Banyarola: You are partiallly correct. The battery does help keep the BIOS _settings_ but not the BIOS itself. If you remove the battery, BIOS settings (including date and time) are reset to factory defaults but no harm is done to the BIOS.
I have a related question I hope someone would address.
In the early/mid-90s when I had my first computer, there seemed to be many instances of dead BIOS batteries causing the BIOS to lose its preferred settings; I believe a dead battery would then cause the BIOS to revert to the factory defaults which may NOT have been compatible or ideal for your computer’s hardware. The number of settings were relatively few and as a precaution, I noted all my BIOS’s settings on paper.

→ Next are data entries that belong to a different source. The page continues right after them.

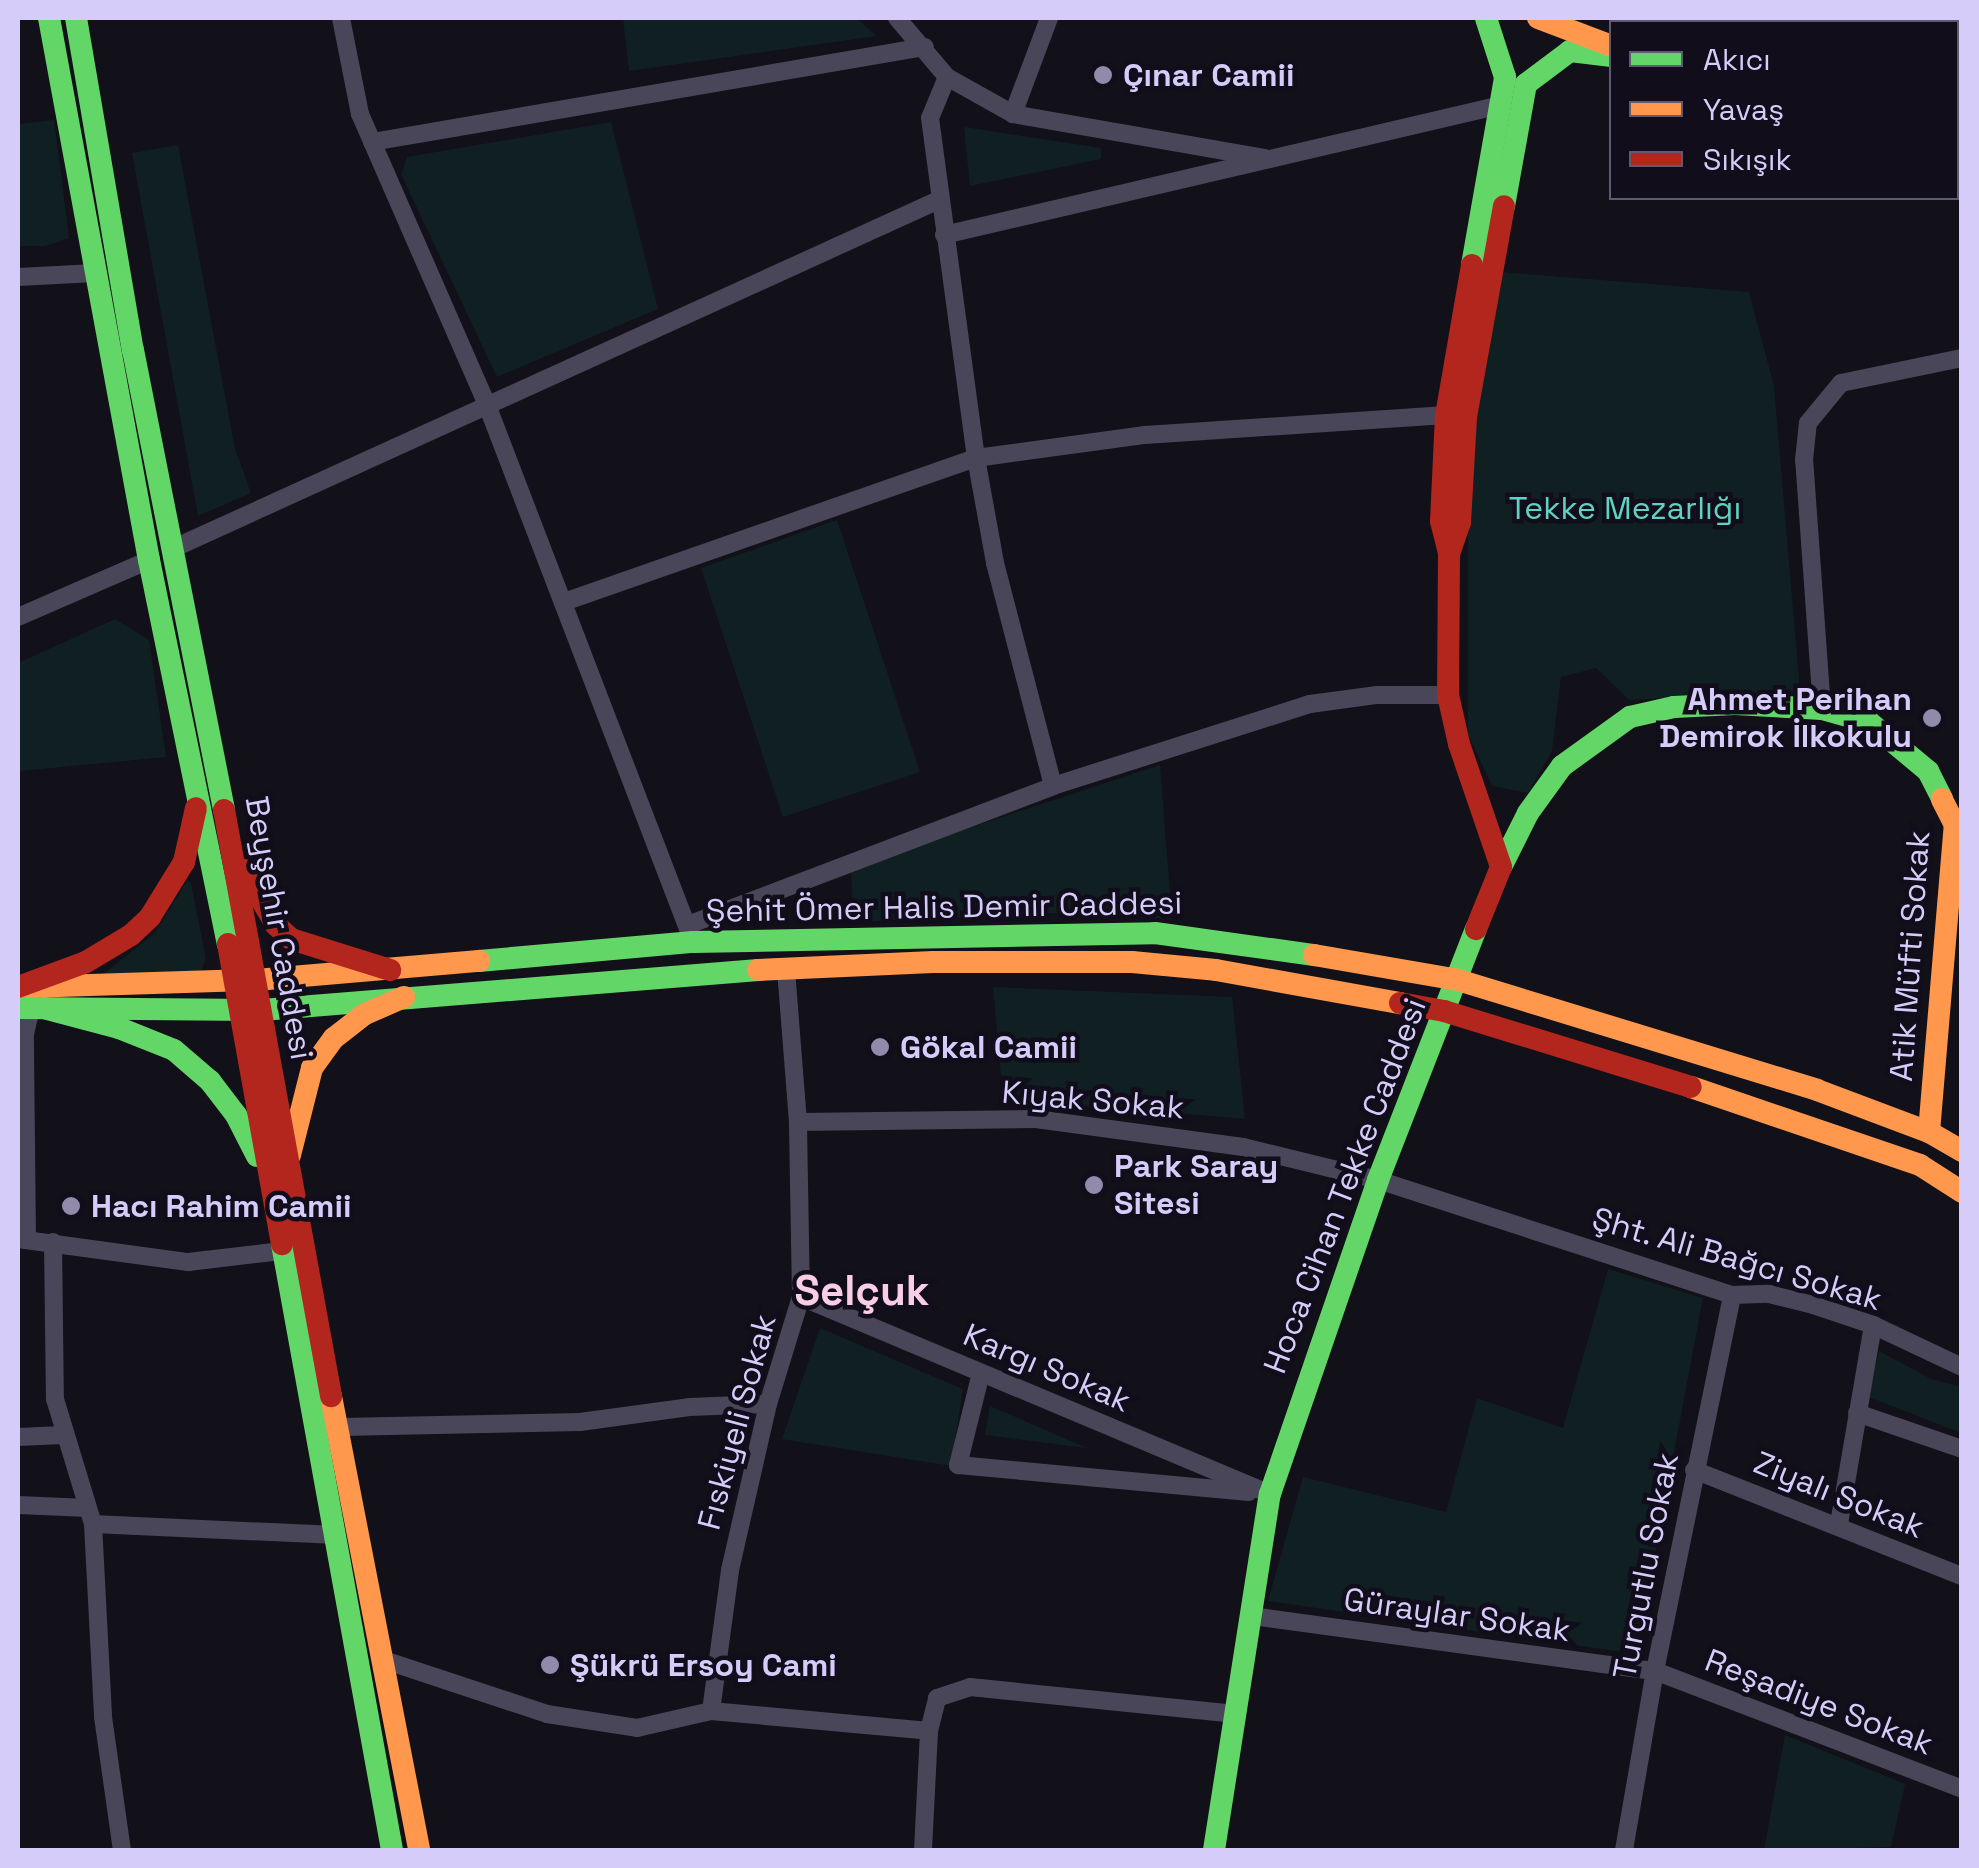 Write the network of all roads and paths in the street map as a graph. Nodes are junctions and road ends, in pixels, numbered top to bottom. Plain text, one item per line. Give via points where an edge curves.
1 (49, 18) edge
2 (76, 18) edge
3 (341, 18) edge
4 (897, 18) edge
5 (1049, 18) edge
6 (1486, 18) edge
7 (1538, 18) edge
8 (1609, 45) edge
9 (925, 47) junction
10 (1609, 56) edge
11 (947, 77) junction
12 (1501, 105) junction
13 (1012, 114) junction
14 (372, 142) junction
15 (1275, 160) junction
16 (939, 200) junction
17 (944, 236) junction
18 (95, 273) junction
19 (18, 277) edge
20 (1962, 358) edge
21 (486, 405) junction
22 (1446, 415) junction
23 (976, 458) junction
24 (172, 549) junction
25 (1449, 554) junction
26 (148, 560) junction
27 (564, 602) junction
28 (18, 617) edge
29 (1448, 695) junction
30 (1822, 709) junction
31 (1053, 786) junction
32 (200, 792) junction
33 (233, 854) junction
34 (1501, 867) junction
35 (690, 933) junction
36 (786, 968) junction
37 (390, 970) junction
38 (244, 980) junction
39 (1458, 980) junction
40 (18, 987) edge
41 (404, 997) junction
42 (31, 1008) edge
43 (238, 1010) junction
44 (262, 1010) junction
45 (1444, 1011) junction
46 (798, 1122) junction
47 (1929, 1132) junction
48 (1962, 1151) edge
49 (278, 1172) junction
50 (1378, 1180) junction
51 (1962, 1192) edge
52 (22, 1239) edge
53 (52, 1242) junction
54 (280, 1251) junction
55 (1732, 1295) junction
56 (801, 1297) junction
57 (1873, 1325) junction
58 (1962, 1367) edge
59 (981, 1373) junction
60 (768, 1404) junction
61 (1857, 1413) junction
62 (340, 1426) junction
63 (63, 1435) junction
64 (18, 1437) edge
65 (1962, 1449) edge
66 (1694, 1470) junction
67 (1270, 1494) junction
68 (18, 1505) edge
69 (90, 1516) junction
70 (1839, 1524) junction
71 (332, 1535) junction
72 (1962, 1576) edge
73 (1252, 1616) junction
74 (384, 1660) junction
75 (1655, 1671) junction
76 (711, 1711) junction
77 (1234, 1714) junction
78 (930, 1731) junction
79 (1962, 1789) edge
80 (122, 1850) edge
81 (392, 1850) edge
82 (419, 1850) edge
83 (924, 1850) edge
84 (1214, 1850) edge
85 (1624, 1850) edge

1 - 18 main road, Beyşehir Caddesi
2 - 24 main road, Beyşehir Caddesi
3 - 14 street
4 - 9 street
5 - 13 street
6 - 12 main road via 1504,77
7 - 8 main road
9 - 11 street
9 - 14 street
10 - 25 main road via 1570,51 1526,84 1466,417 1460,522
11 - 13 street
11 - 16 street via 930,118
12 - 15 street
12 - 22 main road
13 - 15 street
14 - 21 street
15 - 17 street
16 - 17 street
16 - 21 street
17 - 23 street
18 - 19 street
18 - 26 main road, Beyşehir Caddesi
20 - 30 street via 1841,383 1808,423 1804,460
21 - 24 street
21 - 27 street
22 - 23 street via 1145,435
22 - 25 main road via 1441,520
23 - 27 street
23 - 31 street
24 - 33 main road, Beyşehir Caddesi
25 - 29 main road
26 - 28 street
26 - 32 main road, Beyşehir Caddesi
27 - 35 street
29 - 31 street via 1310,704
29 - 34 main road
30 - 34 main road, Atik Müfti Sokak via 1735,704 1630,717 1562,766 1528,812
30 - 47 main road, Atik Müfti Sokak via 1869,722 1897,740 1928,771 1955,826
31 - 35 street
32 - 38 main road, Beyşehir Caddesi
32 - 40 main road via 184,862 150,917 86,962
33 - 37 main road via 276,925 292,939
33 - 38 main road, Beyşehir Caddesi
34 - 39 main road, Hoca Cihan Tekke Caddesi
35 - 37 main road, Şehit Ömer Halis Demir Caddesi
35 - 39 main road, Şehit Ömer Halis Demir Caddesi via 1155,933
36 - 41 main road, Şehit Ömer Halis Demir Caddesi
36 - 45 main road, Şehit Ömer Halis Demir Caddesi via 1132,962 1216,970
36 - 46 street, Fıskiyeli Sokak
37 - 38 main road, Şehit Ömer Halis Demir Caddesi
38 - 40 main road, Şehit Ömer Halis Demir Caddesi
38 - 43 main road, Beyşehir Caddesi
38 - 44 main road, Beyşehir Caddesi
39 - 45 main road, Hoca Cihan Tekke Caddesi
39 - 47 main road, Şehit Ömer Halis Demir Caddesi via 1817,1090
41 - 44 main road, Şehit Ömer Halis Demir Caddesi
41 - 49 main road via 363,1014 312,1068
42 - 43 main road, Şehit Ömer Halis Demir Caddesi
42 - 49 main road via 119,1028 174,1050 219,1092
42 - 52 street
43 - 44 main road, Şehit Ömer Halis Demir Caddesi
43 - 49 main road, Beyşehir Caddesi
44 - 49 main road, Beyşehir Caddesi
45 - 50 main road, Hoca Cihan Tekke Caddesi
45 - 51 main road, Şehit Ömer Halis Demir Caddesi via 1920,1164
46 - 50 street, Kıyak Sokak via 1036,1119 1243,1147
46 - 56 street, Fıskiyeli Sokak
47 - 48 main road, Şehit Ömer Halis Demir Caddesi
49 - 54 main road, Beyşehir Caddesi
49 - 62 main road, Beyşehir Caddesi
50 - 55 street, Şht. Ali Bağcı Sokak
50 - 67 main road, Hoca Cihan Tekke Caddesi
52 - 53 street
53 - 54 street via 188,1262
53 - 63 street via 55,1399
54 - 71 main road, Beyşehir Caddesi
55 - 57 street, Şht. Ali Bağcı Sokak via 1769,1294
55 - 66 street, Turgutlu Sokak
56 - 59 street, Kargı Sokak
56 - 60 street, Fıskiyeli Sokak
57 - 58 street, Şht. Ali Bağcı Sokak
57 - 61 street
59 - 67 street, Kargı Sokak
59 - 67 street via 958,1465
60 - 62 street via 580,1422
60 - 76 street, Fıskiyeli Sokak via 730,1570
61 - 65 street
61 - 70 street
62 - 74 main road, Beyşehir Caddesi
63 - 64 street
63 - 69 street
66 - 70 street, Ziyalı Sokak
66 - 75 street, Turgutlu Sokak
67 - 73 main road, Hoca Cihan Tekke Caddesi
68 - 69 street
69 - 71 street
69 - 80 street via 102,1717
70 - 72 street, Ziyalı Sokak
71 - 81 main road, Beyşehir Caddesi
73 - 75 street, Güraylar Sokak
73 - 77 main road, Hoca Cihan Tekke Caddesi
74 - 76 street via 547,1714 637,1728
74 - 82 main road, Beyşehir Caddesi
75 - 79 street, Reşadiye Sokak
75 - 85 street, Turgutlu Sokak
76 - 78 street
77 - 78 street via 970,1687 938,1698
77 - 84 main road, Hoca Cihan Tekke Caddesi
78 - 83 street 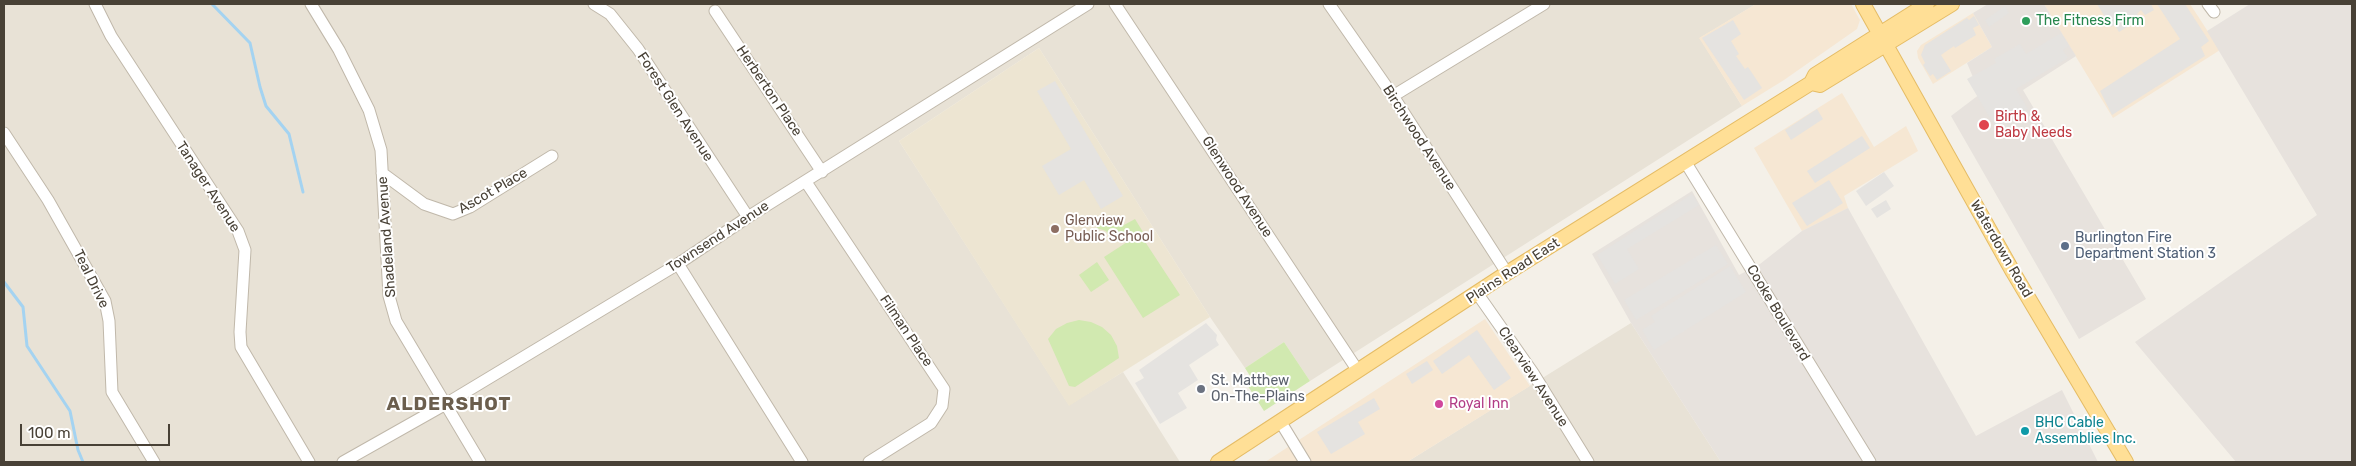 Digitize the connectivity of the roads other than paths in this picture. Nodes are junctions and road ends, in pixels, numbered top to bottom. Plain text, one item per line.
1 (95, 4) edge
2 (311, 4) edge
3 (594, 4) edge
4 (1088, 4) edge
5 (1115, 4) edge
6 (1330, 4) edge
7 (1544, 4) edge
8 (1863, 4) edge
9 (1927, 4) edge
10 (1952, 4) edge
11 (715, 11) dead end
12 (1882, 39) junction
13 (1393, 96) junction
14 (4, 133) edge
15 (552, 156) dead end
16 (1686, 163) junction
17 (382, 172) junction
18 (822, 172) junction
19 (806, 182) junction
20 (748, 218) junction
21 (678, 264) junction
22 (1507, 273) junction
23 (1477, 293) junction
24 (1358, 371) junction
25 (444, 404) junction
26 (1280, 422) junction
27 (154, 462) edge
28 (310, 462) edge
29 (343, 462) edge
30 (480, 462) edge
31 (802, 462) edge
32 (870, 462) edge
33 (1218, 462) edge
34 (1306, 462) edge
35 (1588, 462) edge
36 (1870, 462) edge
37 (2126, 462) edge

1 - 28 street, Tanager Avenue
2 - 17 street, Shadeland Avenue
3 - 20 street, Forest Glen Avenue
4 - 18 street, Townsend Avenue
5 - 24 street, Glenwood Avenue
6 - 13 street, Birchwood Avenue
7 - 13 street
8 - 12 main road, Waterdown Road
9 - 12 main road
10 - 12 main road
11 - 18 street, Herberton Place
12 - 16 main road, Plains Road East
12 - 37 main road, Waterdown Road
13 - 22 street, Birchwood Avenue
14 - 27 street, Teal Drive
15 - 17 street, Ascot Place
16 - 22 main road, Plains Road East
16 - 36 street, Cooke Boulevard
17 - 25 street, Shadeland Avenue
18 - 19 street, Townsend Avenue
19 - 20 street, Townsend Avenue
19 - 32 street, Filman Place
20 - 21 street, Townsend Avenue
21 - 25 street, Townsend Avenue
21 - 31 street
22 - 23 main road, Plains Road East
23 - 24 main road, Plains Road East
23 - 35 street, Clearview Avenue
24 - 26 main road, Plains Road East
25 - 29 street, Townsend Avenue
25 - 30 street, Shadeland Avenue
26 - 33 main road, Plains Road East
26 - 34 street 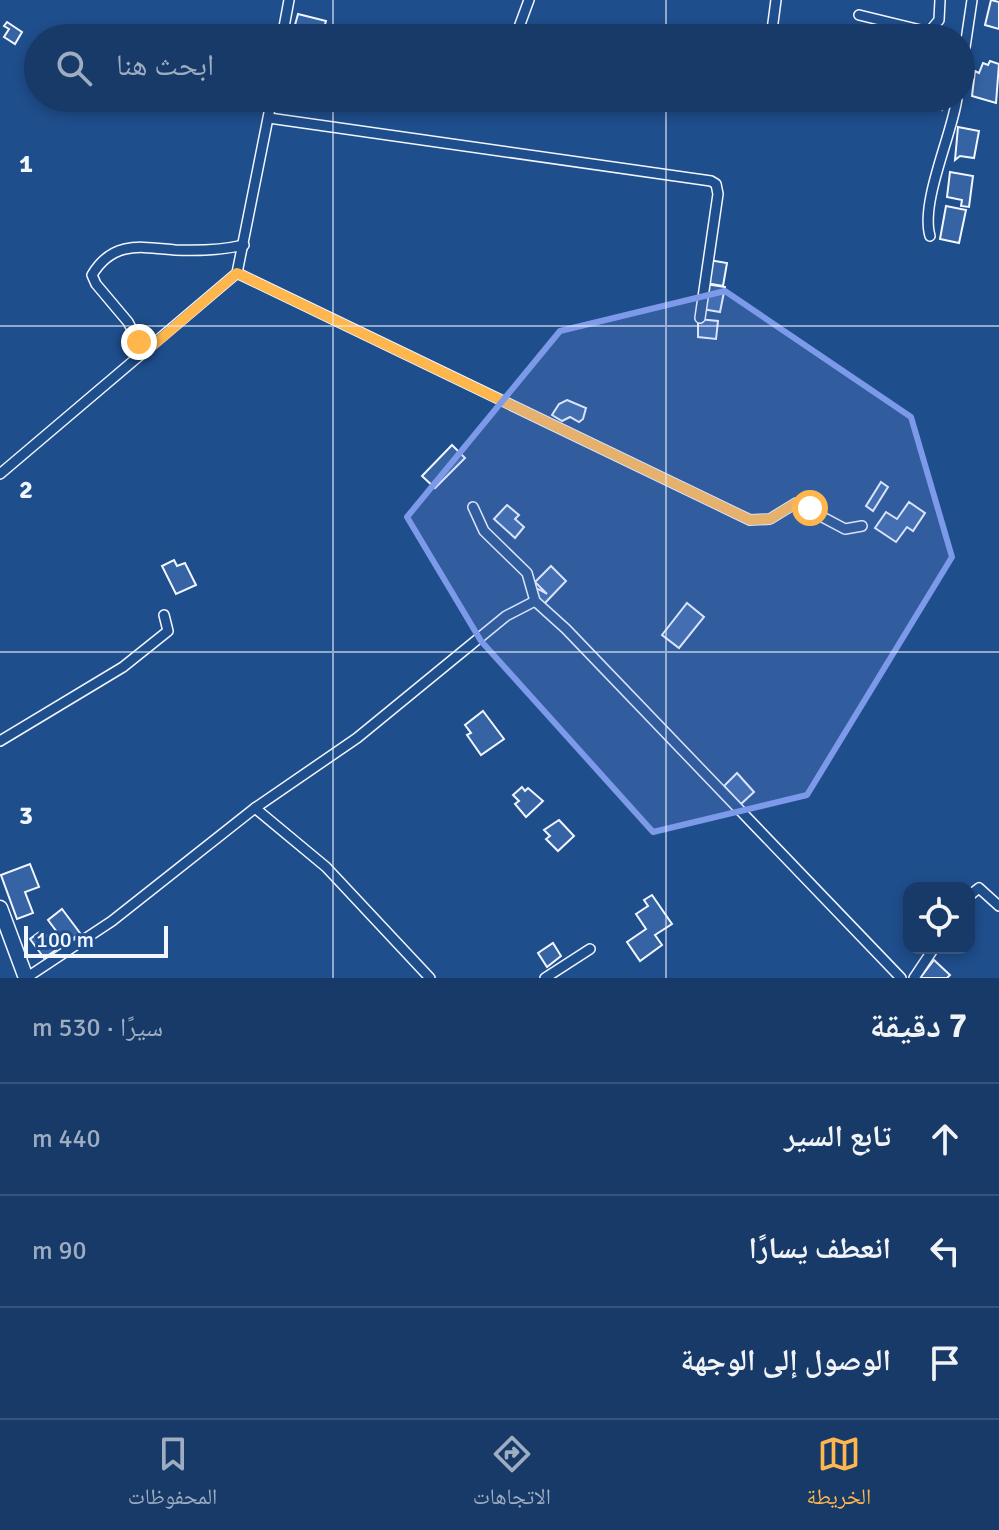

Now, though, BIOS settings seem to be a more complex affair. There can be scores of settings, I believe. From time to time I keep wondering: Is the problem I described above likely to occur on modern systems? Is there a way (short of using paper and pencil) to save all your BIOS settings to a text file by using a special utility? If so, you’d be able to print the settings and save them in case you ever needed to manually re-apply your correct BIOS settings.
Thoughts, anyone? Thanks … And many thanks to Leo for such great articles, as usual!
Saving bios setting other than writing them down .?..a photo of each page might work ok.
Obviously prtscn function would not work until windows had actually booted.
I did just that late last year. I took a digital photo of each of the BIOS setting screens.
I had bought a new 1 TB USB disk for my old PC, only to find that it would not boot if the new disk was connected. Turns out that the BIOS would not recognise the newer high-capacity USB drives. I found that there was a much later version of my BIOS which I downloaded and flashed, hoping that it would resolve the problem (it didn’t – I ended up buying a new machine for other reasons). But by taking the photos, I was able to ensure that the new BIOS had all the correct settings before I booted to it.
my system some times present a blue screen and restarts again whts the reason behind
what makes it to be like that
As I mentioned in, probably, some other thread, USB devices in general, not just large disks, seem to cause random occasional problems with many machines I have seen. Typically, I have seen them prevent POST from running at all. Unplug the device, turn the machine off, and back on. All is well.